BEGIN Records shown

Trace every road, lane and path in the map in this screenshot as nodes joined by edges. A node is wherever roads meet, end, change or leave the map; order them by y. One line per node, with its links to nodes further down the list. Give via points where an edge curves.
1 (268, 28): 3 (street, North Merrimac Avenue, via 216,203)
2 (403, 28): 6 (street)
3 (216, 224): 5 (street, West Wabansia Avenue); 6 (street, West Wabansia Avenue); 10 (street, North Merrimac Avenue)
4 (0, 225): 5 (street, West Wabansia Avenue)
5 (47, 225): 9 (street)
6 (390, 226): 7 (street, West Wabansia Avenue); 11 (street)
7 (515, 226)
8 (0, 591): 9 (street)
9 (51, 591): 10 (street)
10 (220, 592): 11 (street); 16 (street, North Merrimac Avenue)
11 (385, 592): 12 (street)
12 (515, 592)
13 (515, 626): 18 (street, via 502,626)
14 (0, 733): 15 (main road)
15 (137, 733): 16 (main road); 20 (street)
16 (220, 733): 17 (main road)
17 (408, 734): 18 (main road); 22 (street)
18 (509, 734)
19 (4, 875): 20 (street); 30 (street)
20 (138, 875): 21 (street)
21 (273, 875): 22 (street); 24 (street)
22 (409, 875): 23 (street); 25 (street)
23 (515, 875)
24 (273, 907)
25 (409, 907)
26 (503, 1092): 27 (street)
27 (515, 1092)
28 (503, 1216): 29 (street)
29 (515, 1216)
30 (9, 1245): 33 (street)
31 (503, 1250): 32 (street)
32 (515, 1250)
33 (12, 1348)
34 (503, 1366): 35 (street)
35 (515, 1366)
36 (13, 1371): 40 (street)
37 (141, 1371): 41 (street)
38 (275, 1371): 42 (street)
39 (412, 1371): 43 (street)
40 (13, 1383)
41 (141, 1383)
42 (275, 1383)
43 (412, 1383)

END Records shown

Restate all entries above verbatim.

Trace every road, lane and path in the map in this screenshot as nodes joined by edges. A node is wherever roads meet, end, change or leave the map; order them by y. One line per node, with its links to nodes further down the list. Give via points where an edge curves.
1 (268, 28): 3 (street, North Merrimac Avenue, via 216,203)
2 (403, 28): 6 (street)
3 (216, 224): 5 (street, West Wabansia Avenue); 6 (street, West Wabansia Avenue); 10 (street, North Merrimac Avenue)
4 (0, 225): 5 (street, West Wabansia Avenue)
5 (47, 225): 9 (street)
6 (390, 226): 7 (street, West Wabansia Avenue); 11 (street)
7 (515, 226)
8 (0, 591): 9 (street)
9 (51, 591): 10 (street)
10 (220, 592): 11 (street); 16 (street, North Merrimac Avenue)
11 (385, 592): 12 (street)
12 (515, 592)
13 (515, 626): 18 (street, via 502,626)
14 (0, 733): 15 (main road)
15 (137, 733): 16 (main road); 20 (street)
16 (220, 733): 17 (main road)
17 (408, 734): 18 (main road); 22 (street)
18 (509, 734)
19 (4, 875): 20 (street); 30 (street)
20 (138, 875): 21 (street)
21 (273, 875): 22 (street); 24 (street)
22 (409, 875): 23 (street); 25 (street)
23 (515, 875)
24 (273, 907)
25 (409, 907)
26 (503, 1092): 27 (street)
27 (515, 1092)
28 (503, 1216): 29 (street)
29 (515, 1216)
30 (9, 1245): 33 (street)
31 (503, 1250): 32 (street)
32 (515, 1250)
33 (12, 1348)
34 (503, 1366): 35 (street)
35 (515, 1366)
36 (13, 1371): 40 (street)
37 (141, 1371): 41 (street)
38 (275, 1371): 42 (street)
39 (412, 1371): 43 (street)
40 (13, 1383)
41 (141, 1383)
42 (275, 1383)
43 (412, 1383)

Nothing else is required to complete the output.